Fullerton Municipal Airport covers 86 acre and has one runway and one heliport:

- 6/24: 3,121 × 75 ft (951 × 23 m), asphalt
- Heliport H1: 37 × 37 ft (11 × 11 m), concrete

Its control tower handles an average of 262 operations per day.

The facility is close by to the Interstate 5 and Highway 91 interchange, along with Knott's Berry Farm in Buena Park and Disneyland in Anaheim.
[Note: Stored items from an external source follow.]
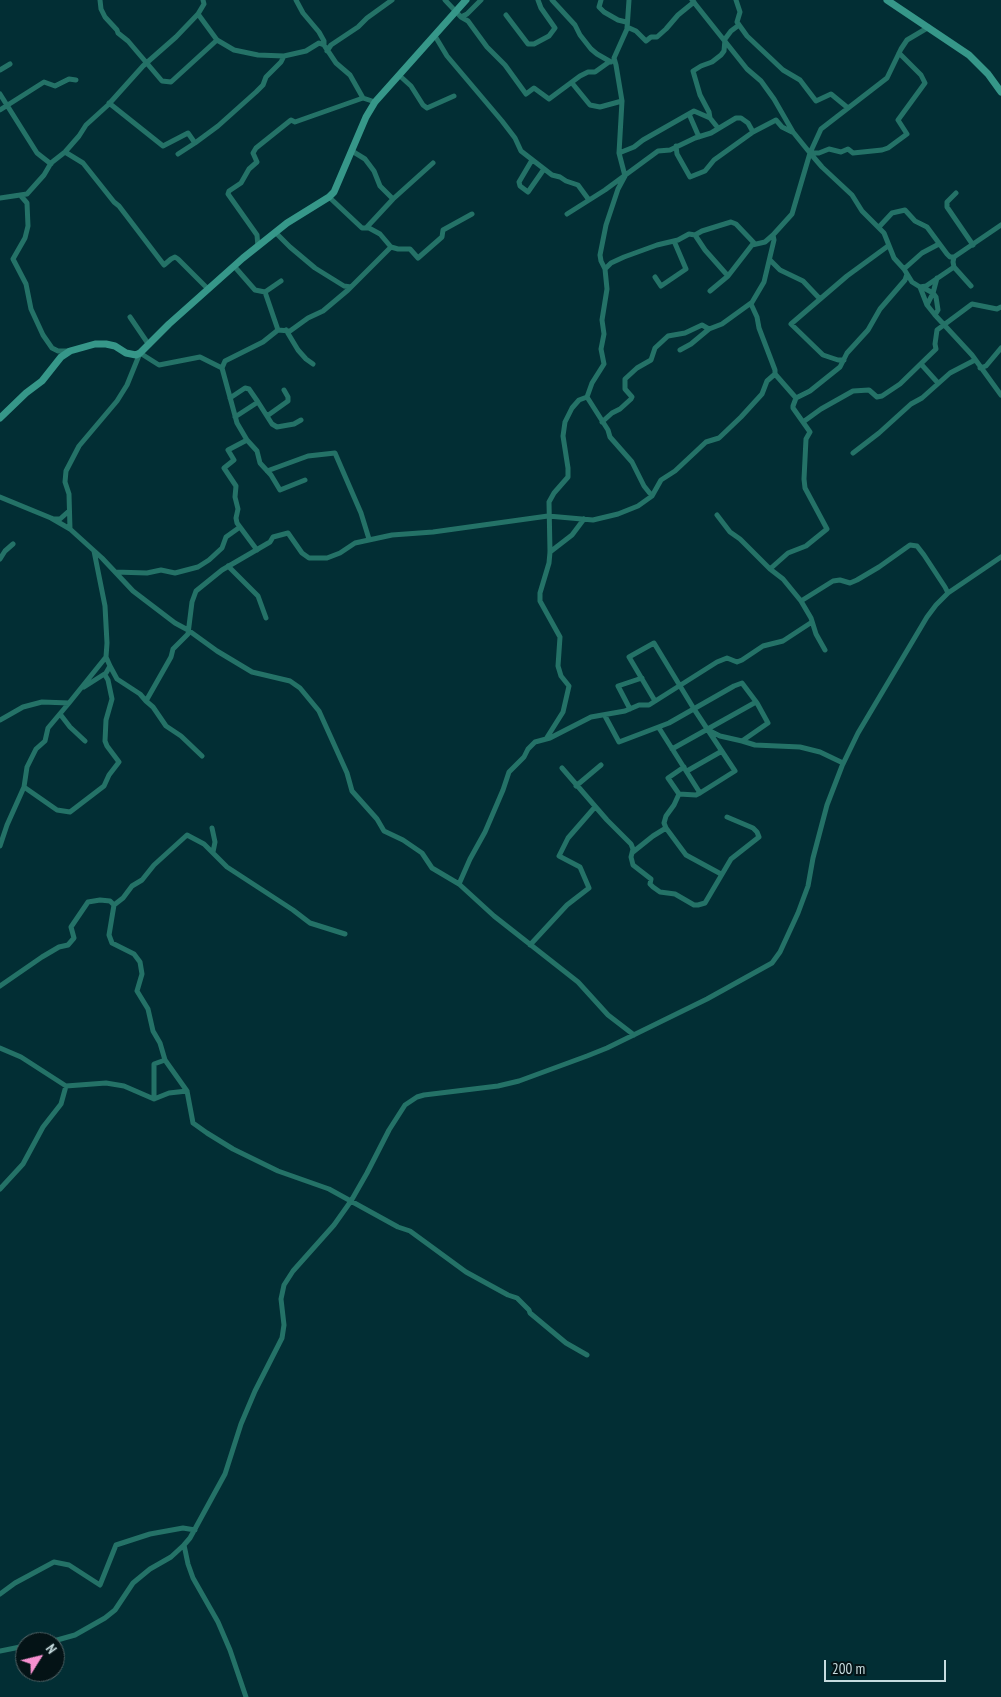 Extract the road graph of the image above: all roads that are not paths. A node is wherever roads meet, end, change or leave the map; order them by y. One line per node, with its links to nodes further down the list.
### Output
1 (100, 0): 29 (street)
2 (203, 0): 16 (street)
3 (296, 0): 25 (street)
4 (392, 0): 25 (street)
5 (445, 0): 17 (street)
6 (466, 0): 17 (street)
7 (481, 0): 17 (street)
8 (537, 0): 18 (street)
9 (552, 0): 28 (street)
10 (601, 0): 19 (street)
11 (629, 0): 19 (street)
12 (736, 0): 20 (street)
13 (887, 0): 15 (street)
14 (693, 1): 19 (street); 23 (street)
15 (899, 3): 21 (street)
16 (198, 14): 24 (street); 29 (street)
17 (458, 15): 22 (street); 34 (street)
18 (506, 15)
19 (626, 25): 28 (street)
20 (739, 25): 23 (street); 44 (street)
21 (928, 27): 26 (street); 35 (street)
22 (435, 36): 32 (street); 62 (street)
23 (725, 39): 43 (street); 47 (street)
24 (217, 40): 27 (street); 29 (street)
25 (325, 48): 27 (street); 38 (street)
26 (899, 52): 44 (street); 59 (street)
27 (284, 56): 55 (street)
28 (612, 62): 34 (street); 39 (street)
29 (147, 63): 41 (street)
30 (10, 64): 31 (street)
31 (0, 69)
32 (400, 76): 37 (street); 40 (street)
33 (76, 80): 42 (street)
34 (572, 83): 39 (street)
35 (1001, 92)
36 (0, 94): 42 (street)
37 (454, 96)
38 (363, 98): 40 (street); 86 (street)
39 (622, 101): 61 (street)
40 (375, 102): 57 (street)
41 (109, 103): 55 (street); 58 (street)
42 (7, 105): 45 (street); 64 (street)
43 (705, 105): 46 (street); 49 (street)
44 (848, 108): 59 (street)
45 (0, 110)
46 (694, 111): 48 (street); 49 (street)
47 (781, 111): 50 (street); 53 (street)
48 (689, 114): 54 (street); 61 (street)
49 (710, 118): 51 (street)
50 (776, 120): 52 (street); 53 (street)
51 (718, 128): 52 (street); 54 (street)
52 (752, 132): 56 (street)
53 (793, 132): 59 (street)
54 (699, 137): 56 (street)
55 (195, 143): 60 (street)
56 (676, 146): 66 (street)
57 (352, 151): 69 (street); 71 (street)
58 (65, 152): 64 (street); 103 (street)
59 (810, 153): 77 (street); 80 (street)
60 (178, 154)
61 (619, 154): 66 (street)
62 (532, 160): 65 (street); 65 (street)
63 (433, 163): 71 (street)
64 (51, 164): 68 (street)
65 (544, 168): 72 (street)
66 (625, 176): 72 (street); 92 (street)
67 (956, 192): 84 (street)
68 (21, 196): 70 (street); 120 (street)
69 (329, 197): 76 (street); 78 (street)
70 (0, 198)
71 (393, 199): 76 (street)
72 (589, 200): 74 (street)
73 (472, 214): 87 (street)
74 (567, 214)
75 (1001, 224): 84 (street)
76 (368, 228): 87 (street)
77 (879, 228): 83 (street); 85 (street)
78 (275, 232): 86 (street); 101 (street)
79 (694, 235): 81 (street); 82 (street); 94 (street)
80 (773, 235): 82 (street); 89 (street)
81 (674, 241): 92 (street); 95 (street)
82 (755, 244): 94 (street)
83 (939, 244): 88 (street); 93 (street)
84 (973, 245): 88 (street)
85 (888, 246): 93 (street); 107 (street)
86 (258, 247): 90 (street)
87 (391, 247): 101 (street)
88 (954, 257): 91 (street)
89 (770, 260): 107 (street); 108 (street)
90 (234, 266): 103 (street); 105 (street)
91 (954, 266): 96 (street); 100 (street)
92 (605, 269): 132 (street)
93 (905, 271): 97 (street); 99 (street)
94 (728, 276): 104 (street)
95 (655, 277)
96 (937, 278): 102 (street); 106 (street)
97 (905, 280): 99 (street); 122 (street)
98 (281, 281): 105 (street)
99 (912, 282): 102 (street)
100 (970, 286)
101 (351, 287): 116 (street)
102 (921, 287): 106 (street); 109 (street)
103 (208, 289): 117 (street)
104 (710, 291)
105 (265, 292): 115 (street)
106 (933, 293): 109 (street); 111 (street)
107 (820, 299): 122 (street)
108 (752, 302): 114 (street); 128 (street)
109 (927, 305): 111 (street)
110 (1001, 307): 113 (street)
111 (935, 315): 113 (street)
112 (130, 317): 117 (street)
113 (944, 326): 123 (street); 125 (street)
114 (709, 329): 119 (street); 140 (street)
115 (278, 330): 116 (street); 127 (street)
116 (286, 330): 124 (street)
117 (149, 344): 121 (street)
118 (1001, 348): 126 (street)
119 (680, 350)
120 (70, 351): 121 (street); 138 (street)
121 (140, 353): 127 (street); 148 (street)
122 (844, 360): 134 (street)
123 (975, 360): 126 (street); 129 (street)
124 (313, 364)
125 (921, 364): 129 (street); 141 (street)
126 (983, 367): 131 (street)
127 (222, 368): 133 (street)
128 (775, 374): 134 (street); 146 (street)
129 (938, 383): 143 (street)
130 (284, 390): 136 (street)
131 (1001, 395)
132 (587, 397): 140 (street); 150 (street)
133 (230, 398): 135 (street); 137 (street)
134 (796, 398): 141 (street)
135 (258, 402): 136 (street); 137 (street)
136 (267, 416): 139 (street)
137 (235, 417): 142 (street)
138 (0, 418)
139 (301, 420)
140 (602, 422): 146 (street)
141 (802, 422): 163 (street)
142 (247, 440): 144 (street); 153 (street)
143 (852, 453)
144 (267, 471): 145 (street); 155 (street)
145 (305, 480)
146 (652, 496): 152 (street)
147 (0, 497): 151 (street)
148 (69, 511): 151 (street); 154 (street)
149 (716, 515): 163 (street)
150 (548, 516): 152 (street); 155 (street); 159 (street)
151 (54, 519): 154 (street)
152 (584, 519): 159 (street)
153 (240, 527): 157 (street); 164 (street)
154 (70, 530): 158 (street)
155 (369, 539): 157 (street)
156 (13, 544): 161 (street)
157 (257, 550): 162 (street)
158 (94, 551): 164 (street); 171 (street)
159 (550, 552): 188 (street)
160 (1001, 557): 165 (street)
161 (0, 559)
162 (228, 566): 167 (street); 169 (street)
163 (770, 569): 166 (street)
164 (114, 572): 169 (street)
165 (948, 593): 166 (street); 194 (street)
166 (801, 602): 168 (street)
167 (266, 618)
168 (812, 622): 170 (street); 175 (street)
169 (188, 630): 177 (street); 210 (street)
170 (825, 650)
171 (106, 656): 172 (street); 176 (street)
172 (110, 666): 173 (street); 177 (street)
173 (105, 675): 176 (street); 199 (street)
174 (642, 678): 175 (street); 178 (street); 181 (street)
175 (680, 685): 178 (street); 182 (street)
176 (84, 687): 180 (street)
177 (146, 701): 193 (street)
178 (656, 701): 181 (street)
179 (756, 702): 182 (street); 187 (street); 190 (street)
180 (69, 703): 183 (street); 185 (street)
181 (630, 709): 184 (street)
182 (694, 709): 186 (street); 187 (street)
183 (60, 714): 189 (street); 199 (street)
184 (606, 716): 186 (street); 188 (street)
185 (0, 720)
186 (659, 728): 191 (street)
187 (708, 730): 190 (street); 191 (street); 192 (street)
188 (546, 739): 210 (street)
189 (85, 741)
190 (742, 741): 194 (street)
191 (672, 749): 197 (street)
192 (722, 751): 197 (street); 200 (street)
193 (202, 756)
194 (843, 763): 215 (street)
195 (600, 765): 198 (street)
196 (562, 768): 198 (street)
197 (685, 769): 200 (street); 201 (street)
198 (576, 786): 202 (street)
199 (24, 788): 206 (street)
200 (700, 793): 201 (street)
201 (679, 794): 205 (street)
202 (595, 807): 208 (street); 213 (street)
203 (727, 817): 209 (street)
204 (212, 828): 207 (street)
205 (666, 828): 208 (street); 209 (street)
206 (0, 846)
207 (213, 852): 211 (street); 212 (street)
208 (633, 852): 209 (street)
209 (721, 874)
210 (459, 884): 213 (street)
211 (114, 905): 214 (street); 217 (street)
212 (345, 934)
213 (530, 945): 215 (street)
214 (0, 986)
215 (634, 1035): 222 (street)
216 (0, 1048): 218 (street)
217 (165, 1060): 219 (street); 220 (street)
218 (66, 1086): 220 (street); 221 (street)
219 (187, 1091): 220 (street); 222 (street)
220 (154, 1099)
221 (0, 1189)
222 (351, 1201): 223 (street); 224 (street)
223 (587, 1355)
224 (194, 1530): 225 (street); 226 (street)
225 (184, 1545): 227 (street); 230 (street)
226 (0, 1594)
227 (65, 1638)
228 (15, 1648): 229 (street)
229 (0, 1651)
230 (246, 1697)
==Accidents and incidents==
- On January 2nd, 2025, an RV-10 manufactured by Van's Aircraft, registered N8757R, crashed into a furniture manufacturing facility shortly after takeoff from FUL. Both occupants, pilot Pascal Reid and his daughter Kelly Reid, were tragically killed, and 19 more inside the building were injured. Preliminary findings by the National Transportation Safety Board (NTSB) revealed that the left-side door was not properly latched during taxi and takeoff. After takeoff, the door opened, and witnesses reported seeing the pilot trying to pull it down. Soon, the pilot requested an immediate return to FUL, which was granted by air traffic control. He attempted to land on Runway 06, but changed to Runway 24 just moments later. The RV-10 began banking left and right, then nose-dived into the furniture facility, the left door separating before impact. As of 2026, the accident is still under investigation by the NTSB and the FAA.